=== Section Start ===

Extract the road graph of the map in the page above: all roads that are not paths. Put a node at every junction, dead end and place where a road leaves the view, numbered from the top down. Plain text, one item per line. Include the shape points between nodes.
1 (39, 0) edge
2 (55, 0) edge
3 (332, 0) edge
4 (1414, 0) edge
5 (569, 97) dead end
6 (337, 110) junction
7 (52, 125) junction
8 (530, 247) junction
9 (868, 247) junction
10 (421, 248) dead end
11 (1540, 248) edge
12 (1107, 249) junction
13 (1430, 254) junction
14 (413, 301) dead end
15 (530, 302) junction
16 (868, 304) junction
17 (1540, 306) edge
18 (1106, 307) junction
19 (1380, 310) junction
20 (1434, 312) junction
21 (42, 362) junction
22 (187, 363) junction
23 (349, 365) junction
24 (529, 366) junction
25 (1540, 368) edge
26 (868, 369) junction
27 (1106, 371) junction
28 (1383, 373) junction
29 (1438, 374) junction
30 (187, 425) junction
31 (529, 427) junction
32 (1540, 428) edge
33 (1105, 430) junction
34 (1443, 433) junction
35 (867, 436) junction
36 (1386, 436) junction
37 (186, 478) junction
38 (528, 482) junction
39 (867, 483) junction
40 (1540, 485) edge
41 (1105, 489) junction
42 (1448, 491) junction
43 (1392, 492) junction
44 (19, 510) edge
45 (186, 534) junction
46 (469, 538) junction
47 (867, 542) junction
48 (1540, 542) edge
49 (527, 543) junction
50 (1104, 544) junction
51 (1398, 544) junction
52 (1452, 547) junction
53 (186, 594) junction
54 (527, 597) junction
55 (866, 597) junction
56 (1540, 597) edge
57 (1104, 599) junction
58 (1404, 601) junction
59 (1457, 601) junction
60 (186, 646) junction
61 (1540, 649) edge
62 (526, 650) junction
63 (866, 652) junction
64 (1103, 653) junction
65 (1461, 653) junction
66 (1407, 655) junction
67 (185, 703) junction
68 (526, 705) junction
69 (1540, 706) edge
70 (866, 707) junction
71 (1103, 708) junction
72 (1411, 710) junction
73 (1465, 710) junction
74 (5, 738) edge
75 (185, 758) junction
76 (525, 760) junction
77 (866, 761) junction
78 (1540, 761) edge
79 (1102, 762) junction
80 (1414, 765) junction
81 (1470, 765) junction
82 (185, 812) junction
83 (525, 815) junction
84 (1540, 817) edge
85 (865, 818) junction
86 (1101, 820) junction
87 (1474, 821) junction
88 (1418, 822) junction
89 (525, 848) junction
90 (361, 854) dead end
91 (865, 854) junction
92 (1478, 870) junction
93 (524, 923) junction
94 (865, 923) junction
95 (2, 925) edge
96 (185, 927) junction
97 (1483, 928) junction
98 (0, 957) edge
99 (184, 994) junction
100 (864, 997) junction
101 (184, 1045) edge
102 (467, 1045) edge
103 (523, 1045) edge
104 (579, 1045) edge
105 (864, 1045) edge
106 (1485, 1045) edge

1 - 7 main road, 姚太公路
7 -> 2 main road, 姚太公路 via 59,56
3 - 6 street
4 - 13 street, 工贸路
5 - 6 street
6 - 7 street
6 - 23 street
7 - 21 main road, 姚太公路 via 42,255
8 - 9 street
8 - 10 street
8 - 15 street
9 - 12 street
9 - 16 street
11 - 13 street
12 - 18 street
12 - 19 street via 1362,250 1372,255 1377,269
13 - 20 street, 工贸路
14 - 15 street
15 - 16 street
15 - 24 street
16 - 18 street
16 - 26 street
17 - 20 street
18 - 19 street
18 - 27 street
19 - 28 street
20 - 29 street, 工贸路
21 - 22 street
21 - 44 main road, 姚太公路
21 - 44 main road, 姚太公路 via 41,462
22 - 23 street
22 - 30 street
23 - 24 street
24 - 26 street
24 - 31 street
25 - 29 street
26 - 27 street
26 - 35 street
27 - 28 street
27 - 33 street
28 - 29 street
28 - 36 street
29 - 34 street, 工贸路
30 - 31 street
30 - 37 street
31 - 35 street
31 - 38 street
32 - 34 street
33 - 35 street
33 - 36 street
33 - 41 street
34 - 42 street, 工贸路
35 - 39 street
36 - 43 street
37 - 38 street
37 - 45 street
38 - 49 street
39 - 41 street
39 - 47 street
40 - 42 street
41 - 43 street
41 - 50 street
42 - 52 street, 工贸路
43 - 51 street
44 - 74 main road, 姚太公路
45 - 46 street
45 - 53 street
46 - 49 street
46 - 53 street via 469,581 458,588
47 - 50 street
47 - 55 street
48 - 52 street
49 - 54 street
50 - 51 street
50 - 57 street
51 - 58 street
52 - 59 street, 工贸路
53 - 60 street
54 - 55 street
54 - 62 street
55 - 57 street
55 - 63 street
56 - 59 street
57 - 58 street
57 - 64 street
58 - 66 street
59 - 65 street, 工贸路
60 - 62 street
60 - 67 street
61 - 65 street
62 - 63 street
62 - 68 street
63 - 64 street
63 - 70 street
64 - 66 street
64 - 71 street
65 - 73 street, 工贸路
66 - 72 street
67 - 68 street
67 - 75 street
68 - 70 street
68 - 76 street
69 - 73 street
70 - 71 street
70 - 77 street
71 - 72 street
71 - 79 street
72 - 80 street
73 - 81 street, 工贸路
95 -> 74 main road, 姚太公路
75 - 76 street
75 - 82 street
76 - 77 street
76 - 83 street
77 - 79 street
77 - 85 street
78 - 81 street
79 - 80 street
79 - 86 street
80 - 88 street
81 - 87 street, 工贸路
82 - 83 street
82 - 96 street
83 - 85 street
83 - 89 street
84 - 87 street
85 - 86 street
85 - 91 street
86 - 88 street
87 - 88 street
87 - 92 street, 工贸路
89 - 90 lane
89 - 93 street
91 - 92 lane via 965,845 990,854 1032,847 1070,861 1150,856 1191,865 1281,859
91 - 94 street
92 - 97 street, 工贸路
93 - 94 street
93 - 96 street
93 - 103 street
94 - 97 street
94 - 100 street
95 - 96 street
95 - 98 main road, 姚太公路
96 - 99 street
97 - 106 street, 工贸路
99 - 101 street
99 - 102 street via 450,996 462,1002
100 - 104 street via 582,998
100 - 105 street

=== Section End ===

**Problem to work on:** After reading the listing, copy all of it out exactly.

**Answer:**
Extract the road graph of the map in the page above: all roads that are not paths. Put a node at every junction, dead end and place where a road leaves the view, numbered from the top down. Plain text, one item per line. Include the shape points between nodes.
1 (39, 0) edge
2 (55, 0) edge
3 (332, 0) edge
4 (1414, 0) edge
5 (569, 97) dead end
6 (337, 110) junction
7 (52, 125) junction
8 (530, 247) junction
9 (868, 247) junction
10 (421, 248) dead end
11 (1540, 248) edge
12 (1107, 249) junction
13 (1430, 254) junction
14 (413, 301) dead end
15 (530, 302) junction
16 (868, 304) junction
17 (1540, 306) edge
18 (1106, 307) junction
19 (1380, 310) junction
20 (1434, 312) junction
21 (42, 362) junction
22 (187, 363) junction
23 (349, 365) junction
24 (529, 366) junction
25 (1540, 368) edge
26 (868, 369) junction
27 (1106, 371) junction
28 (1383, 373) junction
29 (1438, 374) junction
30 (187, 425) junction
31 (529, 427) junction
32 (1540, 428) edge
33 (1105, 430) junction
34 (1443, 433) junction
35 (867, 436) junction
36 (1386, 436) junction
37 (186, 478) junction
38 (528, 482) junction
39 (867, 483) junction
40 (1540, 485) edge
41 (1105, 489) junction
42 (1448, 491) junction
43 (1392, 492) junction
44 (19, 510) edge
45 (186, 534) junction
46 (469, 538) junction
47 (867, 542) junction
48 (1540, 542) edge
49 (527, 543) junction
50 (1104, 544) junction
51 (1398, 544) junction
52 (1452, 547) junction
53 (186, 594) junction
54 (527, 597) junction
55 (866, 597) junction
56 (1540, 597) edge
57 (1104, 599) junction
58 (1404, 601) junction
59 (1457, 601) junction
60 (186, 646) junction
61 (1540, 649) edge
62 (526, 650) junction
63 (866, 652) junction
64 (1103, 653) junction
65 (1461, 653) junction
66 (1407, 655) junction
67 (185, 703) junction
68 (526, 705) junction
69 (1540, 706) edge
70 (866, 707) junction
71 (1103, 708) junction
72 (1411, 710) junction
73 (1465, 710) junction
74 (5, 738) edge
75 (185, 758) junction
76 (525, 760) junction
77 (866, 761) junction
78 (1540, 761) edge
79 (1102, 762) junction
80 (1414, 765) junction
81 (1470, 765) junction
82 (185, 812) junction
83 (525, 815) junction
84 (1540, 817) edge
85 (865, 818) junction
86 (1101, 820) junction
87 (1474, 821) junction
88 (1418, 822) junction
89 (525, 848) junction
90 (361, 854) dead end
91 (865, 854) junction
92 (1478, 870) junction
93 (524, 923) junction
94 (865, 923) junction
95 (2, 925) edge
96 (185, 927) junction
97 (1483, 928) junction
98 (0, 957) edge
99 (184, 994) junction
100 (864, 997) junction
101 (184, 1045) edge
102 (467, 1045) edge
103 (523, 1045) edge
104 (579, 1045) edge
105 (864, 1045) edge
106 (1485, 1045) edge

1 - 7 main road, 姚太公路
7 -> 2 main road, 姚太公路 via 59,56
3 - 6 street
4 - 13 street, 工贸路
5 - 6 street
6 - 7 street
6 - 23 street
7 - 21 main road, 姚太公路 via 42,255
8 - 9 street
8 - 10 street
8 - 15 street
9 - 12 street
9 - 16 street
11 - 13 street
12 - 18 street
12 - 19 street via 1362,250 1372,255 1377,269
13 - 20 street, 工贸路
14 - 15 street
15 - 16 street
15 - 24 street
16 - 18 street
16 - 26 street
17 - 20 street
18 - 19 street
18 - 27 street
19 - 28 street
20 - 29 street, 工贸路
21 - 22 street
21 - 44 main road, 姚太公路
21 - 44 main road, 姚太公路 via 41,462
22 - 23 street
22 - 30 street
23 - 24 street
24 - 26 street
24 - 31 street
25 - 29 street
26 - 27 street
26 - 35 street
27 - 28 street
27 - 33 street
28 - 29 street
28 - 36 street
29 - 34 street, 工贸路
30 - 31 street
30 - 37 street
31 - 35 street
31 - 38 street
32 - 34 street
33 - 35 street
33 - 36 street
33 - 41 street
34 - 42 street, 工贸路
35 - 39 street
36 - 43 street
37 - 38 street
37 - 45 street
38 - 49 street
39 - 41 street
39 - 47 street
40 - 42 street
41 - 43 street
41 - 50 street
42 - 52 street, 工贸路
43 - 51 street
44 - 74 main road, 姚太公路
45 - 46 street
45 - 53 street
46 - 49 street
46 - 53 street via 469,581 458,588
47 - 50 street
47 - 55 street
48 - 52 street
49 - 54 street
50 - 51 street
50 - 57 street
51 - 58 street
52 - 59 street, 工贸路
53 - 60 street
54 - 55 street
54 - 62 street
55 - 57 street
55 - 63 street
56 - 59 street
57 - 58 street
57 - 64 street
58 - 66 street
59 - 65 street, 工贸路
60 - 62 street
60 - 67 street
61 - 65 street
62 - 63 street
62 - 68 street
63 - 64 street
63 - 70 street
64 - 66 street
64 - 71 street
65 - 73 street, 工贸路
66 - 72 street
67 - 68 street
67 - 75 street
68 - 70 street
68 - 76 street
69 - 73 street
70 - 71 street
70 - 77 street
71 - 72 street
71 - 79 street
72 - 80 street
73 - 81 street, 工贸路
95 -> 74 main road, 姚太公路
75 - 76 street
75 - 82 street
76 - 77 street
76 - 83 street
77 - 79 street
77 - 85 street
78 - 81 street
79 - 80 street
79 - 86 street
80 - 88 street
81 - 87 street, 工贸路
82 - 83 street
82 - 96 street
83 - 85 street
83 - 89 street
84 - 87 street
85 - 86 street
85 - 91 street
86 - 88 street
87 - 88 street
87 - 92 street, 工贸路
89 - 90 lane
89 - 93 street
91 - 92 lane via 965,845 990,854 1032,847 1070,861 1150,856 1191,865 1281,859
91 - 94 street
92 - 97 street, 工贸路
93 - 94 street
93 - 96 street
93 - 103 street
94 - 97 street
94 - 100 street
95 - 96 street
95 - 98 main road, 姚太公路
96 - 99 street
97 - 106 street, 工贸路
99 - 101 street
99 - 102 street via 450,996 462,1002
100 - 104 street via 582,998
100 - 105 street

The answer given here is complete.